Ainsi, les autorités nationales de surveillance (ANS ou NCA) mettent en œuvre DORA dans chaque État, sous la supervision des autorités européennes (AES ou ESA). Elles peuvent l’accentuer avec des devoirs plus contraignants. C’est le phénomène de sur-réglementation ou de gold plating.

Du fait de ce double fonctionnement UE et États membres, la réglementation DORA va encore évoluer en 2026. Les entités financières doivent suivre les exigences existantes et celles à naître. Il peut s’agir de la transmission d’un reporting des incidents à une autorité de surveillance nationale qui l’exige. Quant aux standards définis, ils vont continuer à faire l’objet de clarification, pour les concepts, les définitions et les modalités de mise en œuvre.

💡C’est donc important de réaliser une veille réglementaire en matière d’informations sur la résilience, voire de mettre en place des systèmes de notification sur des mots-clés en recherche réglementaire.
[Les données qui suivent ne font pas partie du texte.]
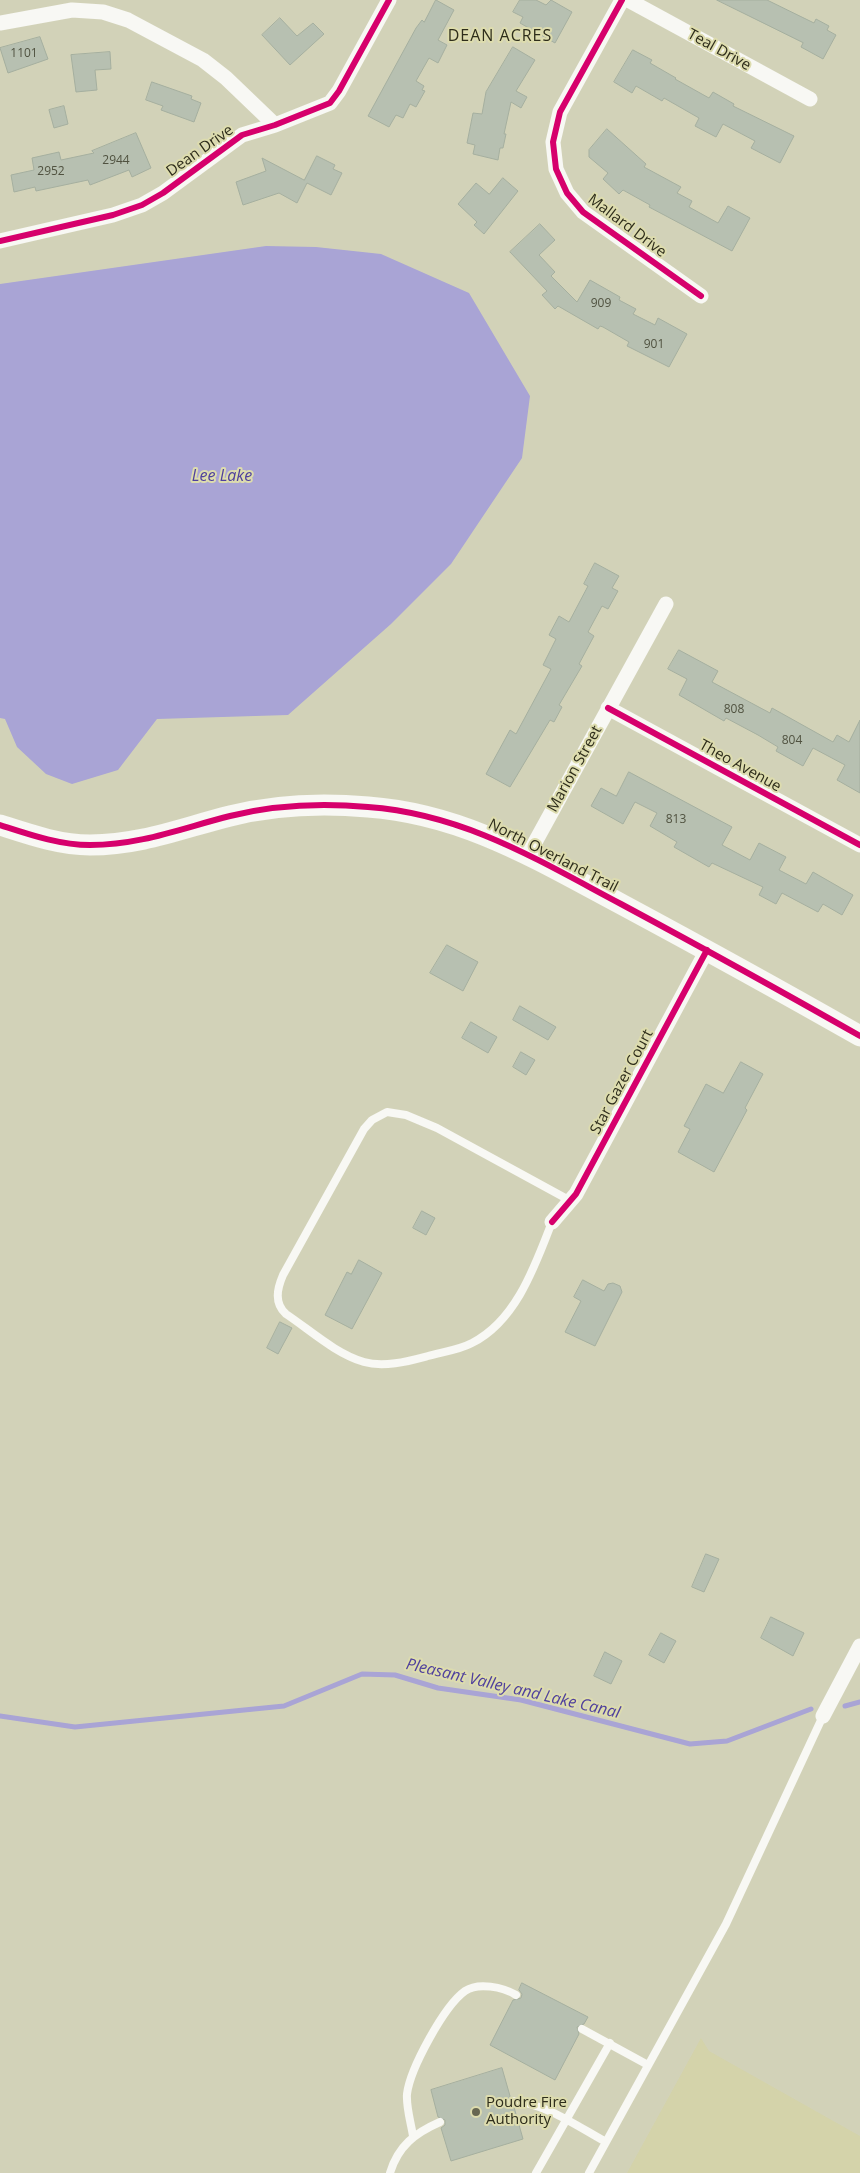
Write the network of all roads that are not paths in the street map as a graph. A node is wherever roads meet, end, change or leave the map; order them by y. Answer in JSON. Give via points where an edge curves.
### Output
{"nodes":[{"id":1,"x":389,"y":0,"type":"edge"},
{"id":2,"x":622,"y":0,"type":"edge"},
{"id":3,"x":628,"y":0,"type":"edge"},
{"id":4,"x":0,"y":24,"type":"edge"},
{"id":5,"x":810,"y":100,"type":"dead end"},
{"id":6,"x":275,"y":125,"type":"junction"},
{"id":7,"x":0,"y":241,"type":"edge"},
{"id":8,"x":701,"y":296,"type":"dead end"},
{"id":9,"x":666,"y":604,"type":"dead end"},
{"id":10,"x":608,"y":708,"type":"junction"},
{"id":11,"x":0,"y":825,"type":"edge"},
{"id":12,"x":860,"y":845,"type":"edge"},
{"id":13,"x":528,"y":855,"type":"junction"},
{"id":14,"x":707,"y":950,"type":"junction"},
{"id":15,"x":860,"y":1036,"type":"edge"},
{"id":16,"x":569,"y":1200,"type":"junction"},
{"id":17,"x":552,"y":1222,"type":"joint"},
{"id":18,"x":860,"y":1646,"type":"edge"},
{"id":19,"x":823,"y":1716,"type":"joint"},
{"id":20,"x":516,"y":1994,"type":"dead end"},
{"id":21,"x":582,"y":2028,"type":"dead end"},
{"id":22,"x":610,"y":2044,"type":"junction"},
{"id":23,"x":648,"y":2065,"type":"junction"},
{"id":24,"x":512,"y":2101,"type":"dead end"},
{"id":25,"x":566,"y":2120,"type":"junction"},
{"id":26,"x":440,"y":2122,"type":"dead end"},
{"id":27,"x":413,"y":2136,"type":"junction"},
{"id":28,"x":606,"y":2142,"type":"junction"},
{"id":29,"x":390,"y":2173,"type":"edge"},
{"id":30,"x":536,"y":2173,"type":"edge"},
{"id":31,"x":589,"y":2173,"type":"edge"}],
"edges":[{"from":1,"to":6,"type":"street","name":"Dean Drive","via":[[330,103]]},
{"from":2,"to":8,"type":"street","name":"Mallard Drive","via":[[560,112],[553,142],[556,169],[566,193],[583,212]]},
{"from":3,"to":5,"type":"street","name":"Teal Drive"},
{"from":4,"to":6,"type":"street","via":[[72,10],[103,12],[128,20],[203,60]]},
{"from":6,"to":7,"type":"street","name":"Dean Drive","via":[[242,135],[142,205],[113,215]]},
{"from":9,"to":10,"type":"street","name":"Marion Street"},
{"from":10,"to":12,"type":"street","name":"Theo Avenue"},
{"from":10,"to":13,"type":"street","name":"Marion Street"},
{"from":11,"to":13,"type":"main road","name":"North Overland Trail","via":[[39,838],[88,845],[164,836],[241,814],[306,805],[369,807],[433,818],[476,830]]},
{"from":13,"to":14,"type":"main road","name":"North Overland Trail"},
{"from":14,"to":15,"type":"main road","name":"North Overland Trail"},
{"from":14,"to":16,"type":"street","name":"Star Gazer Court","via":[[576,1194]]},
{"from":16,"to":17,"type":"street","name":"Star Gazer Court"},
{"from":16,"to":17,"type":"lane","via":[[436,1128],[406,1115],[387,1112],[364,1129],[283,1275],[277,1288],[278,1302],[286,1314],[365,1362],[397,1363],[470,1344],[495,1328],[510,1310],[539,1256]]},
{"from":18,"to":19,"type":"street"},
{"from":19,"to":23,"type":"lane","via":[[726,1924]]},
{"from":20,"to":27,"type":"lane","via":[[506,1989],[480,1986],[465,1991],[444,2014],[413,2069],[407,2096]]},
{"from":21,"to":22,"type":"lane"},
{"from":22,"to":23,"type":"lane"},
{"from":22,"to":25,"type":"lane"},
{"from":23,"to":28,"type":"lane"},
{"from":24,"to":25,"type":"lane","via":[[533,2104]]},
{"from":25,"to":28,"type":"lane"},
{"from":25,"to":30,"type":"lane"},
{"from":26,"to":27,"type":"lane"},
{"from":27,"to":29,"type":"lane","via":[[398,2153]]},
{"from":28,"to":31,"type":"lane"}]}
Chronologie règlement européen DORA

Les objectifs du règlement européen DORA

Le règlement DORA vise à harmoniser la gestion des risques liés aux TIC au sein de l’Union européenne. Il s’applique aux banques, mais aussi à tous les prestataires de services financiers et aux prestataires TIC.

 

DORA ambitionne d’accroître la résilience numérique de ce secteur en leur imposant un cadre réglementaire inspiré des meilleures pratiques existantes. Citons notamment l’impact du NIST Cybersecurity Framework 2.0 publié par le NIST aux États-Unis (National Institute of Standards and Technology).

DORA apporte :

  • des exigences de gestion des risques ;
  • de classification et de signalisation des incidents ;
  • des tests de résilience ;
  • davantage de supervision des fournisseurs de services TIC.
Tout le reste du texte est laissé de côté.